This exercise calls for every line of the listing below that contains the word "津山加茂線".

○ ○ ○ ○ ○

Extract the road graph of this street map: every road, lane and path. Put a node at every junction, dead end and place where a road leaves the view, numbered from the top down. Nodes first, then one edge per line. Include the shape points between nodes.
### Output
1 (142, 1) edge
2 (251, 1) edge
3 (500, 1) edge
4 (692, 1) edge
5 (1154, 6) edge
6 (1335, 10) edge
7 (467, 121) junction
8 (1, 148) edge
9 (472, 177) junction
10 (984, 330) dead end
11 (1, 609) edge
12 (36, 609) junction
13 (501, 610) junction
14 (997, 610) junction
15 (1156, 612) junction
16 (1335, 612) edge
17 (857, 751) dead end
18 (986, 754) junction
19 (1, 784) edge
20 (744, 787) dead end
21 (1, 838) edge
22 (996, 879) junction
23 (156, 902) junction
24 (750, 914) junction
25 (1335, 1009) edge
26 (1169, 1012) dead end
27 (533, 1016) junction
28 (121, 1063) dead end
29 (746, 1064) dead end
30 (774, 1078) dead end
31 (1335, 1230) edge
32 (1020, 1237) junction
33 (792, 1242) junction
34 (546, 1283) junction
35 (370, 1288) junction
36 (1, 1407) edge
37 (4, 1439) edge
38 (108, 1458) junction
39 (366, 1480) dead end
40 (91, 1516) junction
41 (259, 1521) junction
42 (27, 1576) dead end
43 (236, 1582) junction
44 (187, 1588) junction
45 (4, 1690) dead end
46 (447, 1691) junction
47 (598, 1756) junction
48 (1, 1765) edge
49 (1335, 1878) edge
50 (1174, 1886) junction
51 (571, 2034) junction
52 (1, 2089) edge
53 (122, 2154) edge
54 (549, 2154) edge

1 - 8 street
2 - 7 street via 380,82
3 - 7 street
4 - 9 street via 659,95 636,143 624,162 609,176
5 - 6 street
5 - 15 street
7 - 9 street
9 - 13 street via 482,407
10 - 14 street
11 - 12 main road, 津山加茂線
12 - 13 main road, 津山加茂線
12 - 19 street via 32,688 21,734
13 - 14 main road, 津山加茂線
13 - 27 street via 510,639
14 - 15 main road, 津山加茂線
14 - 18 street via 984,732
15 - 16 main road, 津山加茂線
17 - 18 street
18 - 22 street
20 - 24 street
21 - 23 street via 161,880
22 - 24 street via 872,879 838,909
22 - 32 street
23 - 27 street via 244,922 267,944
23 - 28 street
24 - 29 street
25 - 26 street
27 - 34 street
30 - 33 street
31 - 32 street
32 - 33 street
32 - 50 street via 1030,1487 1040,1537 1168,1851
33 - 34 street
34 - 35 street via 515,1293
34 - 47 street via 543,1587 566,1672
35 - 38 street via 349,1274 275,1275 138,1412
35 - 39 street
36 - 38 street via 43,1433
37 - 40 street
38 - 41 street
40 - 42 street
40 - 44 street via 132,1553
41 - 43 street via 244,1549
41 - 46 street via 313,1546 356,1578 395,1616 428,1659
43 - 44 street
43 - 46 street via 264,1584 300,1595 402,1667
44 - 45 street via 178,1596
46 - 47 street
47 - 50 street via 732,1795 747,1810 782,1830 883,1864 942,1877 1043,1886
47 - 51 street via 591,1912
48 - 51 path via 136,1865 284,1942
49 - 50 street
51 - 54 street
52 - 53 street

○ ○ ○ ○ ○

**RESPONSE TO THE EXERCISE:**
11 - 12 main road, 津山加茂線
12 - 13 main road, 津山加茂線
13 - 14 main road, 津山加茂線
14 - 15 main road, 津山加茂線
15 - 16 main road, 津山加茂線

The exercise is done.